Harmony, I'm only replying to you because you posited a couple questions I want to answer. I know that some of the things I might say DON'T follow from your post, and I beg your indulgence on that.
Your questions: I definitely think this is made up (no one mentioned it, but it seems like there are a LOT of contradictions, including the marriage part; I'm assuming that all that "wedding" stuff they jointly paid for was just a "spiritual party"?) and I definitely think you are right that this is about "look at me" scenario. Then again, I'm a social media skeptic; there's a lot of crap out there. Having said that, I have also realized that in this world, there is someone for everyone.

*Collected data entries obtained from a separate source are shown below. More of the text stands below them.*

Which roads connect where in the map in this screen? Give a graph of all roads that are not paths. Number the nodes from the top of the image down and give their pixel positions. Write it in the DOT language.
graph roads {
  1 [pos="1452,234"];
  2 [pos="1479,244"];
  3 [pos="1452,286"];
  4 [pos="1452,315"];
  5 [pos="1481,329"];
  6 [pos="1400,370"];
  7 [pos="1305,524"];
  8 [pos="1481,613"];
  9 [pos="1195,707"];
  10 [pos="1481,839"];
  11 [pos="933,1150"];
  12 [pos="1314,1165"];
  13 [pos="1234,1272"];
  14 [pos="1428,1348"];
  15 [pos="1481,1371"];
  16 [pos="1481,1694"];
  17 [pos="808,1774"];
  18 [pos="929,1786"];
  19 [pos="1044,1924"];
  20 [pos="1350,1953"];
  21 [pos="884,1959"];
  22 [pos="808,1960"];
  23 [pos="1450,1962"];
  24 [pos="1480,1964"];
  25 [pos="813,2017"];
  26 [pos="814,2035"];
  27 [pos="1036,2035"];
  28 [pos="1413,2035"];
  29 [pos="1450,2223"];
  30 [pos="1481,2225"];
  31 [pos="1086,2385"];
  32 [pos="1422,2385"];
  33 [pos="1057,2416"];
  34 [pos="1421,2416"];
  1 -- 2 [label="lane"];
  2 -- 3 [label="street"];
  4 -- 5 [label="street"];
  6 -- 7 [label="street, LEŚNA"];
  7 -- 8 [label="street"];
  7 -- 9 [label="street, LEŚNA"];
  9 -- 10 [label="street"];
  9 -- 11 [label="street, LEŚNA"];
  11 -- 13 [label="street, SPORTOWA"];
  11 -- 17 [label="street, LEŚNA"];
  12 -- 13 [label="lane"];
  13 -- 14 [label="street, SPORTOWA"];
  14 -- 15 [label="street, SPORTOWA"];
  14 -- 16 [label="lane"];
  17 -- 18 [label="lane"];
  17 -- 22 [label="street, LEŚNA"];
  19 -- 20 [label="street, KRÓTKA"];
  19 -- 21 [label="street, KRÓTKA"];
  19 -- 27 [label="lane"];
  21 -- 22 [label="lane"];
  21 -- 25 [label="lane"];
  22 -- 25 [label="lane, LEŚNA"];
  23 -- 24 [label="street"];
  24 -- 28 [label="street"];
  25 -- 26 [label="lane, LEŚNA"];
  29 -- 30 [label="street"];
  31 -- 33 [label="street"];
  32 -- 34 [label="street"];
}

I don't have much doubt that there is, to a point, someone out there who fits this scenario.
Look, how two people conduct their lives together is their business. Separate accounts, joint accounts... I have been married twice, and both times I have had a joint account and virtually all of my income goes into that joint account. If I want to buy something, I buy it. Over a certain amount - no hard rules - I run it by my PARTNER. That's the key word for me: PARTNER. If I wanted a roommate, I'd have one. If I wanted to run everything solo, I would. But I don't; I got married (and married again) because I want a PARTNER. And in a partnership, things are supposed to be equal; that doesn't mean that we have to make the same money, or wash the same dishes, or each take a bathroom to scrub. It means - to me - that on whole, at the end of the day, we're each carrying our weight in the way we can, so that the sum is greater than the individual parts. Money is just one aspect of that. I make more than my wife, her dad, and her kids COMBINED, so that's not an equal carry there; but there are other things that she does that I can't/don't (there's little I WON'T, so that's not a real factor). I think if you're at the point of carrying a scorecard around, there are fundamental issues that need to be addressed.
And I haven't even GOTTEN to the kids yet; I think everyone here that has kids can tell you that "man plans, and God laughs". I defy anyone here to claim that having kids and raising kids went 100% according to plan. I've been BLESSED with my children; I have four (three step) that are wonderful, productive people, but they are human. They are prone to the same randomness of life that we all are, and on top of that, they make their own brand of mistakes as well, some of which I feel an obligation to help them solve. This is like anything else as far as I am concerned: when it involves YOU, do whatever the fuck you want. You have no one to answer to but you. But the MINUTE it now involves someone else, the calculus is different. Now, that may mean you can still do what you want, but as I said, the calculus is different. And when that "other" is a child, who at least for the first 16 years is dependent on you, your glorious ideas of "spiritual marriage" and "almost common law" bullshit is just that. I don't know them, I've never spoken to them, but based on that essay alone, they are in no way, shape, or form prepared to be parents, and to bring new life into this world. I hope, not for them, but for the kid's sake, that he rejects her claim.